[[ Exercise data, beginning ]]
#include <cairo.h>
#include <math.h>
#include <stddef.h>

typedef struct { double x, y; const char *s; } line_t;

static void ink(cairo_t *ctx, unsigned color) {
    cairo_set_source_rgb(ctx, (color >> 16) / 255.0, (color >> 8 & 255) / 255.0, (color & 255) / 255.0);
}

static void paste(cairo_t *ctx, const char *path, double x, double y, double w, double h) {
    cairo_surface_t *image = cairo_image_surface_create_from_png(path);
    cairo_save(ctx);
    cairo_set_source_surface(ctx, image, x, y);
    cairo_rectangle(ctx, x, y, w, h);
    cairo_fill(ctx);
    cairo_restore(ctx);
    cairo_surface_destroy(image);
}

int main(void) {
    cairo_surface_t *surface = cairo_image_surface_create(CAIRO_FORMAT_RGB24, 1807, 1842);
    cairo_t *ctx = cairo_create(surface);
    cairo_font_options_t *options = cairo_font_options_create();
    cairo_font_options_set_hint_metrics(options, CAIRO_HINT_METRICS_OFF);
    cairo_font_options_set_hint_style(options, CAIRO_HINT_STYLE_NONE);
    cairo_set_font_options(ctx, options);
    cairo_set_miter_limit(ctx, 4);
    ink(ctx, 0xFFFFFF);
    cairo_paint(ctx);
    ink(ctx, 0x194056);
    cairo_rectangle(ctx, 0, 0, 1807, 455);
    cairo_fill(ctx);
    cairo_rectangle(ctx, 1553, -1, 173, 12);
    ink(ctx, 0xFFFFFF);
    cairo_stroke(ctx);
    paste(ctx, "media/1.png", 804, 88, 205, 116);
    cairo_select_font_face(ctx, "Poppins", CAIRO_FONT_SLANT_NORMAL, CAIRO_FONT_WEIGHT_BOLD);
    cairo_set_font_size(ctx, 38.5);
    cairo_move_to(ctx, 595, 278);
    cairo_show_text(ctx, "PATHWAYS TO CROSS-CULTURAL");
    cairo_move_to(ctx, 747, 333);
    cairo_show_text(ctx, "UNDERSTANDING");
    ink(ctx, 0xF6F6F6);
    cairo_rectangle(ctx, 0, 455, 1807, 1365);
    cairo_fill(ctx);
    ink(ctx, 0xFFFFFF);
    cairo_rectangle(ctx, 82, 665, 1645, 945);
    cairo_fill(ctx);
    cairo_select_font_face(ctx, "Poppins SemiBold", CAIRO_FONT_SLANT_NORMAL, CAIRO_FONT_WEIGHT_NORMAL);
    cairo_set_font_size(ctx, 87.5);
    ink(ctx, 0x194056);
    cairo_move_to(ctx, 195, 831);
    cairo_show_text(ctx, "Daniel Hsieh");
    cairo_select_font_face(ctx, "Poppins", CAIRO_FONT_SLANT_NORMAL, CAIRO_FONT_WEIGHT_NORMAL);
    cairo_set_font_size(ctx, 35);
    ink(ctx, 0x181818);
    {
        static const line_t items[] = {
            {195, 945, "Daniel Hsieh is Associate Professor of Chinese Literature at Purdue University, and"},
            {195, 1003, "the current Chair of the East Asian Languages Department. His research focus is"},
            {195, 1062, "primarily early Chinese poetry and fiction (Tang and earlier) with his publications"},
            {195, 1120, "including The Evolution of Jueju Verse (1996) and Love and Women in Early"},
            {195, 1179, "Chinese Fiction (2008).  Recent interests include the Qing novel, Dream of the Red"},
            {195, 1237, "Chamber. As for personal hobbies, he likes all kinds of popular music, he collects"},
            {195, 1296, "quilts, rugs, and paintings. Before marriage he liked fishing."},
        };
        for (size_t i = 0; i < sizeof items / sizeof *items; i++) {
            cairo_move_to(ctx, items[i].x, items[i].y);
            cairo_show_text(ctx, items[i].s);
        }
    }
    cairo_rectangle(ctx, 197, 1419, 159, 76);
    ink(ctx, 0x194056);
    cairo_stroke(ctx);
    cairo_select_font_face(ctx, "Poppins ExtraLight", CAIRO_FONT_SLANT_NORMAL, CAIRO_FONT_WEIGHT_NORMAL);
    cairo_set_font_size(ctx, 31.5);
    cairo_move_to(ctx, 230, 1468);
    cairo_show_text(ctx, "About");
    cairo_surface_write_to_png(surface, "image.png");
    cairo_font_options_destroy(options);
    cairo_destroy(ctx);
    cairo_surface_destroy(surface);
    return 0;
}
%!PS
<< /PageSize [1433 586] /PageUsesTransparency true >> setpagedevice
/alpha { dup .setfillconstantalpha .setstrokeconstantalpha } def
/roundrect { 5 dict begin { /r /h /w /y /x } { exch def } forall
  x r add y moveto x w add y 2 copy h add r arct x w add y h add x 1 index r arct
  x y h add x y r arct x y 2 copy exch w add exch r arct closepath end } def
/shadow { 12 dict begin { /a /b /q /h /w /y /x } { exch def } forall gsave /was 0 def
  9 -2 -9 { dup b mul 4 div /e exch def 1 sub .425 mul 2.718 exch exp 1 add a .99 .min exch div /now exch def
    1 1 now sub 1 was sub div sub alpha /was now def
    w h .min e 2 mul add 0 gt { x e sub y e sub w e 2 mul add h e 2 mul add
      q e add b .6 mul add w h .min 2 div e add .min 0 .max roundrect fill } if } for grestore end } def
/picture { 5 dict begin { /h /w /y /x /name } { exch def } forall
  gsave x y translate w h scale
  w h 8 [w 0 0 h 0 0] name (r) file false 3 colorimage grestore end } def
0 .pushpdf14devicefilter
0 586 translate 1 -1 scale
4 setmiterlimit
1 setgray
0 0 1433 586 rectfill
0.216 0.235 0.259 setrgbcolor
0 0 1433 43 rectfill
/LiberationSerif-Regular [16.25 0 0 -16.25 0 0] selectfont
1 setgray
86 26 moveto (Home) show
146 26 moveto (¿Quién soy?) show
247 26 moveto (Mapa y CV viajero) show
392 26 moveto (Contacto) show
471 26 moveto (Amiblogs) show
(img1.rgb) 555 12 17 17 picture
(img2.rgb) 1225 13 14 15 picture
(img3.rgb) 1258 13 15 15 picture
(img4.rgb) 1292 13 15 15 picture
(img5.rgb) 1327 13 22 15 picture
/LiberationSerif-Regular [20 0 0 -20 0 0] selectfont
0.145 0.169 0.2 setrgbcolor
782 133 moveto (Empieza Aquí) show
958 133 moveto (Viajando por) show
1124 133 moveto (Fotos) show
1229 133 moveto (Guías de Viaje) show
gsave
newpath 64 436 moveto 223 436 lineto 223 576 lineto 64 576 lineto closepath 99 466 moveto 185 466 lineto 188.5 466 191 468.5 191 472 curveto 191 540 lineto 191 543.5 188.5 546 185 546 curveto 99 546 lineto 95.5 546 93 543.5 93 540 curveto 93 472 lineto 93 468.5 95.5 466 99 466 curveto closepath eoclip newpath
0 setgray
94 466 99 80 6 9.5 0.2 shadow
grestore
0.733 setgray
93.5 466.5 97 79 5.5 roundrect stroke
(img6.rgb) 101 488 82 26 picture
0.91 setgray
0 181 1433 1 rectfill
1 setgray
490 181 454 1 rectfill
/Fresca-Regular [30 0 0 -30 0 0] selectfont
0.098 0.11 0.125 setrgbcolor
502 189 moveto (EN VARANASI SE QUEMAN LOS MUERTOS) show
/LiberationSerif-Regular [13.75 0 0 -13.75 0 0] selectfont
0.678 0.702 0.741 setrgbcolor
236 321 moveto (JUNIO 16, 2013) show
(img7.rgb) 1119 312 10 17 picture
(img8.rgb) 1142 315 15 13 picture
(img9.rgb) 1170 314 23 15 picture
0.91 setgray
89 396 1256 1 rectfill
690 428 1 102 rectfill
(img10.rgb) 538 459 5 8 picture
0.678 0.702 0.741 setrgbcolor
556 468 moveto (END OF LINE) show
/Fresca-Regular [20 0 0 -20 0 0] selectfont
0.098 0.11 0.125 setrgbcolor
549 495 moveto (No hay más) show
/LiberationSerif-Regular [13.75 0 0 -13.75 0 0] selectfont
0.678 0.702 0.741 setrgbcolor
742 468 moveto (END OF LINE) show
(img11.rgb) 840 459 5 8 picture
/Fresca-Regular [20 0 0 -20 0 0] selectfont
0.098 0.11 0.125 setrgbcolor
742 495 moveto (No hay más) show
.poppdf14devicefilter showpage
[[ Exercise data, end ]]
* _Task details_
Scan the data for the string "void" and copy each line in which it occurs.

* _Reply_
static void ink(cairo_t *ctx, unsigned color) {
static void paste(cairo_t *ctx, const char *path, double x, double y, double w, double h) {
int main(void) {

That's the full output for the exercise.